> **GIVEN ENTRIES**
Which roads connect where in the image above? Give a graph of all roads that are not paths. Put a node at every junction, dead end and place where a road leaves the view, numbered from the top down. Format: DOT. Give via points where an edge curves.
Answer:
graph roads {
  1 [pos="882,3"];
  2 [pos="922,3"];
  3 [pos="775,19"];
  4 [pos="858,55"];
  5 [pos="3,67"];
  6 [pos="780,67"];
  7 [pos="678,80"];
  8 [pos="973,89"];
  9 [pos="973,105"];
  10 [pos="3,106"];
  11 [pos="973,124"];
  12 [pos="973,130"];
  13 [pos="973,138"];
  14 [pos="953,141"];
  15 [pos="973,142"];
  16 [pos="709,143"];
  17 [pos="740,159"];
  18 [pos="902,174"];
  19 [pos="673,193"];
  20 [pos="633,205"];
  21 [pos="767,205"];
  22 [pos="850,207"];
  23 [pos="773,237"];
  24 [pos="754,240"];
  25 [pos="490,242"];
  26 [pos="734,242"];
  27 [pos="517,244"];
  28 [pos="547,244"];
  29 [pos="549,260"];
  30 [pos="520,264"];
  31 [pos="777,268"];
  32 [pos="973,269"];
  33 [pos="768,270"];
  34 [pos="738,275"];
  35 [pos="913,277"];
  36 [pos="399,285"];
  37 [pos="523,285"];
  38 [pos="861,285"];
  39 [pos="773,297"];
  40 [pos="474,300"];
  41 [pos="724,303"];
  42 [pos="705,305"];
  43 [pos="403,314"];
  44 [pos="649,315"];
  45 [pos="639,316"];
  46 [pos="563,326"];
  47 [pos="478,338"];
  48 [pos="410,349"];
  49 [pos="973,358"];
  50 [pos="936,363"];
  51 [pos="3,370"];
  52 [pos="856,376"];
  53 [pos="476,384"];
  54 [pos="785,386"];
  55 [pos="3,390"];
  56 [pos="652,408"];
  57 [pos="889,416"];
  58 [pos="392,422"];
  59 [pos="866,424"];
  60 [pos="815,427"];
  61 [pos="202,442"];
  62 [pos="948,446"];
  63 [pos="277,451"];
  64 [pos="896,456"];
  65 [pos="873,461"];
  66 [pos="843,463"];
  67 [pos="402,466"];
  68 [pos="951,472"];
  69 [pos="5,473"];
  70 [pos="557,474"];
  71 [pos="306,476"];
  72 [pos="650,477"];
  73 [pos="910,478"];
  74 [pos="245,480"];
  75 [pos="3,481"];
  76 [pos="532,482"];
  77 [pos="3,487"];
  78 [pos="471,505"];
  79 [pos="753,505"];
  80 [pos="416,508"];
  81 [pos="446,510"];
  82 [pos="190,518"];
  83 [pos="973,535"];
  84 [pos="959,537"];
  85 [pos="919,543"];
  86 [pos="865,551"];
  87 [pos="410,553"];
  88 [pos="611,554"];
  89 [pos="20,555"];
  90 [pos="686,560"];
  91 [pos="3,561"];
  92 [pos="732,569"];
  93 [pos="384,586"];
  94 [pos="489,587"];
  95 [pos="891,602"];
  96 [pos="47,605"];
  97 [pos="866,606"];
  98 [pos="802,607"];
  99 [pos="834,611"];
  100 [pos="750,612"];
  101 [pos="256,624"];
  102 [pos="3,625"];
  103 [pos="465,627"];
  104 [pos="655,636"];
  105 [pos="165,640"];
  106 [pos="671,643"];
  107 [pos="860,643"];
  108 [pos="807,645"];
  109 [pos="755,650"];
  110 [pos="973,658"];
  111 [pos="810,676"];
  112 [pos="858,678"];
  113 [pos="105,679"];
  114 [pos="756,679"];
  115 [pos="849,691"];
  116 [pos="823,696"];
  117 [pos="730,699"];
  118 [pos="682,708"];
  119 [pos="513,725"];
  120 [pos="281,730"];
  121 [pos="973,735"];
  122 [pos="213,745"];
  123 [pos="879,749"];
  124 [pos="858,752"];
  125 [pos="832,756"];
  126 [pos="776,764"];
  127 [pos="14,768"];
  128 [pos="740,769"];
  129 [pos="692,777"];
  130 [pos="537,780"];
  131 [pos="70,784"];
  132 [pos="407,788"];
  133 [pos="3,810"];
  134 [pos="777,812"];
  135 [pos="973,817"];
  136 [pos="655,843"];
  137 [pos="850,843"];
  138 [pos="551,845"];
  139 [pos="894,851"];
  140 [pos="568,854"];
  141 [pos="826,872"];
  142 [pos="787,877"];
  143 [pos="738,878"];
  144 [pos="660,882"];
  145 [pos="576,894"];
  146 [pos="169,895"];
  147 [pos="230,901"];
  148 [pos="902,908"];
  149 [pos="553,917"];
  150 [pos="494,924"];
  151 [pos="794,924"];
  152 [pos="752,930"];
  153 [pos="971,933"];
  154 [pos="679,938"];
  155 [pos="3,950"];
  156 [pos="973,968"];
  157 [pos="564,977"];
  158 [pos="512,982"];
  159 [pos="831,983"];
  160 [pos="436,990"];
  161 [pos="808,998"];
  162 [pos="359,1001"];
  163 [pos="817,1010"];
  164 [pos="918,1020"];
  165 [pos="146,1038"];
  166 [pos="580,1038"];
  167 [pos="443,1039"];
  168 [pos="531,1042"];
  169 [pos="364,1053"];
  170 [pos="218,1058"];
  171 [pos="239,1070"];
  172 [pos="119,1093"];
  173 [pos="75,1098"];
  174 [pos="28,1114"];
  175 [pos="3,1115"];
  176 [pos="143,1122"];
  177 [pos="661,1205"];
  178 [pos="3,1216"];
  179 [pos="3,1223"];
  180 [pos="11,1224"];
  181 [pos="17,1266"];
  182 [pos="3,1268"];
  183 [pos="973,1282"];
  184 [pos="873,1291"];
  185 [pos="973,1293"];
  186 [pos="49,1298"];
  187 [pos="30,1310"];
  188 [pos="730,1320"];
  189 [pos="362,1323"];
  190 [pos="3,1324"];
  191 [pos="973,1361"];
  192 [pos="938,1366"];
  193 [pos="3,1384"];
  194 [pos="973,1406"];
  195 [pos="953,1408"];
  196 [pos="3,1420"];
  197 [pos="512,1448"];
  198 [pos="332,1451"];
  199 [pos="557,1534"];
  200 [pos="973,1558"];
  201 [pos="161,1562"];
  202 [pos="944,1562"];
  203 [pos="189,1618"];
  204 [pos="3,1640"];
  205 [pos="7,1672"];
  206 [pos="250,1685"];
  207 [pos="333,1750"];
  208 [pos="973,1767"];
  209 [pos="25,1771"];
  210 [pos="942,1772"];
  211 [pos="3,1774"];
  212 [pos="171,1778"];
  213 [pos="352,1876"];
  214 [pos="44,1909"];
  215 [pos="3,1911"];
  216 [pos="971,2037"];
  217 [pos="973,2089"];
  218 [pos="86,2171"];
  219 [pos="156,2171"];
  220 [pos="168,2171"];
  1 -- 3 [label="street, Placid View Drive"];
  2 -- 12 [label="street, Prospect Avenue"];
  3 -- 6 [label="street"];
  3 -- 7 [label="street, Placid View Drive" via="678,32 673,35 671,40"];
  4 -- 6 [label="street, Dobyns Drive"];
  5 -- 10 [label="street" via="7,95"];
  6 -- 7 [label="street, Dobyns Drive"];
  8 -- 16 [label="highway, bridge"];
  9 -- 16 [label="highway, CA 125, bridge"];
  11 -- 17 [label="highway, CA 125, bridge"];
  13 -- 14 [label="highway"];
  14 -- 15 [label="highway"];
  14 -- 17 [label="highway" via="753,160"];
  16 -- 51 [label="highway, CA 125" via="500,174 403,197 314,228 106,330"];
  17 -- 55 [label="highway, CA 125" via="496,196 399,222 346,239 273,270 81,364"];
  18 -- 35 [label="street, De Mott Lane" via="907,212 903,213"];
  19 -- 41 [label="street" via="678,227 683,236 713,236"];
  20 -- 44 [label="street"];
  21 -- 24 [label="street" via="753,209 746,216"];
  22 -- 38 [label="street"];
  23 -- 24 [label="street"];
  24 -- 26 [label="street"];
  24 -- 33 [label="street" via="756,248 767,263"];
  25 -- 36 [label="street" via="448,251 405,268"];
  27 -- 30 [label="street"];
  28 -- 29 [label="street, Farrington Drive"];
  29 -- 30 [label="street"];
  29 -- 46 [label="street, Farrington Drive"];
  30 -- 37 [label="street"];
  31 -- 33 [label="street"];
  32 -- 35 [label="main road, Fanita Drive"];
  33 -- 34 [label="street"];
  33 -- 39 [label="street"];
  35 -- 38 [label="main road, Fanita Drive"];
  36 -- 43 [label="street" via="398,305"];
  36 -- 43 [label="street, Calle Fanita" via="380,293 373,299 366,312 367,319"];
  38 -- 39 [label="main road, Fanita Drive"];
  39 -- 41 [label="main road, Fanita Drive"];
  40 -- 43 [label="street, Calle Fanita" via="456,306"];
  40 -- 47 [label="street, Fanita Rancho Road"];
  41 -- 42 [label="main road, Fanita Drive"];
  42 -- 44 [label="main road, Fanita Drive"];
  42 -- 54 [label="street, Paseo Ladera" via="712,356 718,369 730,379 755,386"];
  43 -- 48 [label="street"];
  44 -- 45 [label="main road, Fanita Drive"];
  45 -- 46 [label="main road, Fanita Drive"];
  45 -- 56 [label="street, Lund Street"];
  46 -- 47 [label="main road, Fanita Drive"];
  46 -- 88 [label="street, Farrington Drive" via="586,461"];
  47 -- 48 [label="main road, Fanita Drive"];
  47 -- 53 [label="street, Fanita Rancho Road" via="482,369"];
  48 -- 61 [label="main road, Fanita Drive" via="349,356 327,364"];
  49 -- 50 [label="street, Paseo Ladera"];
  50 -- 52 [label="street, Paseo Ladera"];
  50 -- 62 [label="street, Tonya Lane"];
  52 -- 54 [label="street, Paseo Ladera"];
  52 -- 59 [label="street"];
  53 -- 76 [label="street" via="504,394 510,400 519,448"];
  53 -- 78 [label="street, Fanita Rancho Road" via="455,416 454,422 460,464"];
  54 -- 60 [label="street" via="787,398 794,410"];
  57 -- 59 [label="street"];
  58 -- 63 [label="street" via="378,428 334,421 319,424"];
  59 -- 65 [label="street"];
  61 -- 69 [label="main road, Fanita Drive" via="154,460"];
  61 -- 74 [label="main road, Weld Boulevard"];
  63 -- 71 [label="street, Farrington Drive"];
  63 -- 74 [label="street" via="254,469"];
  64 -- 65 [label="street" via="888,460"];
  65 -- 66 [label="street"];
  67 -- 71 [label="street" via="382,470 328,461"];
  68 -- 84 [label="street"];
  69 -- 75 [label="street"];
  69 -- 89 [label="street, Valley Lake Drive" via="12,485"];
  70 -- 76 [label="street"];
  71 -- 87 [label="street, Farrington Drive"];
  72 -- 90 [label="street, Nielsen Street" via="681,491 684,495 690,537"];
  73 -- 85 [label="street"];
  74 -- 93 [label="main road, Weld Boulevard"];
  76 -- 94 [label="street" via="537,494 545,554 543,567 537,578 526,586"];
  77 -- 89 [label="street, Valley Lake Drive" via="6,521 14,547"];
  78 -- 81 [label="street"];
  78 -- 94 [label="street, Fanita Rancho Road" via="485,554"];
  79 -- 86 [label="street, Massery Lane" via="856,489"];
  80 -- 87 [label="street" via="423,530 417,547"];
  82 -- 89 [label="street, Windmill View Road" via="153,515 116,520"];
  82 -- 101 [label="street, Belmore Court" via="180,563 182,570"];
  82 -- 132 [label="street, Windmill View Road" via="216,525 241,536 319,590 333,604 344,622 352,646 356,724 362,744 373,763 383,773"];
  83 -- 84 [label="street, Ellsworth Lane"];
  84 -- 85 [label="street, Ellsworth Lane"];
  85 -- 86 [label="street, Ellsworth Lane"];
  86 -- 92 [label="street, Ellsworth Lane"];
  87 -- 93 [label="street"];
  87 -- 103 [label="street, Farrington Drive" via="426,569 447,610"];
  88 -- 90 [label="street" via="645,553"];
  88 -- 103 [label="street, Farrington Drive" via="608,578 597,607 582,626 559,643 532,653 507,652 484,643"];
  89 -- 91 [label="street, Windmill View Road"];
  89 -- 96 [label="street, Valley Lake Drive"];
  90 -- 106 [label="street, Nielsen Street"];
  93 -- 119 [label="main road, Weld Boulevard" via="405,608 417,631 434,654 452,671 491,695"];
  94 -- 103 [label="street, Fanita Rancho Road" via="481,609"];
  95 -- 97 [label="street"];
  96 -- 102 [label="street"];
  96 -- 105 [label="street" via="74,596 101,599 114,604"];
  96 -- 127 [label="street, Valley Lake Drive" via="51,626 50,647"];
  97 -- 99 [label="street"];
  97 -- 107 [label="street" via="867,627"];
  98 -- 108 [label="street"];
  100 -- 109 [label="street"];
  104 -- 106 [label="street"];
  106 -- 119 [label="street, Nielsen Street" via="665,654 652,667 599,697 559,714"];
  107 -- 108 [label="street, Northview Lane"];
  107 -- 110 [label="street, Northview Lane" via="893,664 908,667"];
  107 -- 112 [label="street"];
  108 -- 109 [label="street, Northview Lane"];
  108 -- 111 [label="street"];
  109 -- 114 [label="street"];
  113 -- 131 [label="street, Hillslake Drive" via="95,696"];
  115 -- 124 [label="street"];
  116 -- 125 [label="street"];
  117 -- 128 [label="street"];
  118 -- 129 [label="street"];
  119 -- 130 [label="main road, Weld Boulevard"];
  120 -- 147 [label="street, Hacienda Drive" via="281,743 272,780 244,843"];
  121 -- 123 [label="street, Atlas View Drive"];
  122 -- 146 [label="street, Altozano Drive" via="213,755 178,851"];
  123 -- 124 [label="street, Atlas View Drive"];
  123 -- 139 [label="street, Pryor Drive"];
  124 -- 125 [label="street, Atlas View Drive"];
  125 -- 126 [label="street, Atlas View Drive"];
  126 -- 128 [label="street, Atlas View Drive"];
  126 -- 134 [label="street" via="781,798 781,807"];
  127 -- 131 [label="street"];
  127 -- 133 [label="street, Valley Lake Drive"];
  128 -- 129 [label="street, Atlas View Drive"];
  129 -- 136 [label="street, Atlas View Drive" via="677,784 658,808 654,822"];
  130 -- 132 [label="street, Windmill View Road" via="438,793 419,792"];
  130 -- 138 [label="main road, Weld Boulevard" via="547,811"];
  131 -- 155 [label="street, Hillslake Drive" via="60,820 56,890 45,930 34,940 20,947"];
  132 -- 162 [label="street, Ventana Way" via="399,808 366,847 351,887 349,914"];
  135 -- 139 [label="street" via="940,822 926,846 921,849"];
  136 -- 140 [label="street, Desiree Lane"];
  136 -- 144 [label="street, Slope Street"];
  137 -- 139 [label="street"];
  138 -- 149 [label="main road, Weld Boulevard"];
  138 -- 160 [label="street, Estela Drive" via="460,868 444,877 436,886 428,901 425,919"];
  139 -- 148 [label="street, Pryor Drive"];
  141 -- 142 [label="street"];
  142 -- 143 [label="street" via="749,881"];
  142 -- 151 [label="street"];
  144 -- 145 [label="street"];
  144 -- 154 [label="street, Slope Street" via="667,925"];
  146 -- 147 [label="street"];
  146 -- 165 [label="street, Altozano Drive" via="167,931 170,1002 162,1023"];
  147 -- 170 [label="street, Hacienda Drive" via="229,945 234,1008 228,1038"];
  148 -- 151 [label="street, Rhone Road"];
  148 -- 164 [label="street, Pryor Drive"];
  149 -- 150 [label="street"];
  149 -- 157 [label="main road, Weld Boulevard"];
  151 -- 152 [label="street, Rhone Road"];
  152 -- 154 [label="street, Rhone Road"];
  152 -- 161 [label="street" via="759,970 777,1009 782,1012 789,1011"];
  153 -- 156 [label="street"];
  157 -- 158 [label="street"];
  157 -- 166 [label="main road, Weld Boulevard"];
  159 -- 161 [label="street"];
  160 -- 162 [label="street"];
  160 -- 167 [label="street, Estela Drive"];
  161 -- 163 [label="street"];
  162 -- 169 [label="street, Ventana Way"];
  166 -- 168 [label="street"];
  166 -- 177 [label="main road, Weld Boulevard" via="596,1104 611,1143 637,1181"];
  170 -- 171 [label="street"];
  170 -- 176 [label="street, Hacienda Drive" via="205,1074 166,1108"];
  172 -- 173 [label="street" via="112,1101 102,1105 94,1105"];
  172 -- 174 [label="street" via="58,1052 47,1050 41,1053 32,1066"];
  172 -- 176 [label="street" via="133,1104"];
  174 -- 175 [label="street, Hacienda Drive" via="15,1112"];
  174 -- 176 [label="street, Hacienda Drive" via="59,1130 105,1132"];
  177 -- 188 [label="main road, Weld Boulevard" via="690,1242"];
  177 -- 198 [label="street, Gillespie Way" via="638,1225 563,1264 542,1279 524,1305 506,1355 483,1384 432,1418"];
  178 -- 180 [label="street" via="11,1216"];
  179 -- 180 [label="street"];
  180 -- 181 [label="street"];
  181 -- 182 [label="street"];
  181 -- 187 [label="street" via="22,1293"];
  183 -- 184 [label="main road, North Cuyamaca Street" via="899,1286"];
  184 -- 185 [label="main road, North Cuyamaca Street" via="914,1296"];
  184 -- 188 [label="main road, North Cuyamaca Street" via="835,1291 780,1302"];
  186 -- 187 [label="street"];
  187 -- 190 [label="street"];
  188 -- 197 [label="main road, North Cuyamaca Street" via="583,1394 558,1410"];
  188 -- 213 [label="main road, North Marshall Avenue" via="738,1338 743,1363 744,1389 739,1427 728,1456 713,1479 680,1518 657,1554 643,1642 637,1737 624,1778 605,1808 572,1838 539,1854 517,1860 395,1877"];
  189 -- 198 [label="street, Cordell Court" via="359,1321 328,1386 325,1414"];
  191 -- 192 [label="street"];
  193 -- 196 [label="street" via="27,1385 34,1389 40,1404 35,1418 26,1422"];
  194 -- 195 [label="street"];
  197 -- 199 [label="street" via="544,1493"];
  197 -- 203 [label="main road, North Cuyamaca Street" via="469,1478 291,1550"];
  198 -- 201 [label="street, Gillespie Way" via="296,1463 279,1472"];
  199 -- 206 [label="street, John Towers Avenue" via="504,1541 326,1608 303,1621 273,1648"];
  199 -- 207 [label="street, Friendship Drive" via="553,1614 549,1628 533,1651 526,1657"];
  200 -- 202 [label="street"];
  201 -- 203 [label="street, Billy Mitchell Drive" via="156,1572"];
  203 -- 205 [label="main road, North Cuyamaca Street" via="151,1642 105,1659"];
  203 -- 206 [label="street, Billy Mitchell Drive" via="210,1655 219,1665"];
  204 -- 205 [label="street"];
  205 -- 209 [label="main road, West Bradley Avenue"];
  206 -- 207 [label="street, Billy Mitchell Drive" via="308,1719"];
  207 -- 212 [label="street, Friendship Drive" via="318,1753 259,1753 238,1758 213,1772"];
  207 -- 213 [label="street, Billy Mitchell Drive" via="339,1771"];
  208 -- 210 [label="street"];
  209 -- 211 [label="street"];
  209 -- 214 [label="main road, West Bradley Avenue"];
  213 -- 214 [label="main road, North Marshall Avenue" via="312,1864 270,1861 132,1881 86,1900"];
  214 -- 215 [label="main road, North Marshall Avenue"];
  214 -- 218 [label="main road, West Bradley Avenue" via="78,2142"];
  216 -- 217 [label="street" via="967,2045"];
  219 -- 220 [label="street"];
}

> **ASSIGNMENT**
Show, from the records above, every line that includes "Northview".

> **RESULT OF THIS EXERCISE**
  107 -- 108 [label="street, Northview Lane"];
  107 -- 110 [label="street, Northview Lane" via="893,664 908,667"];
  108 -- 109 [label="street, Northview Lane"];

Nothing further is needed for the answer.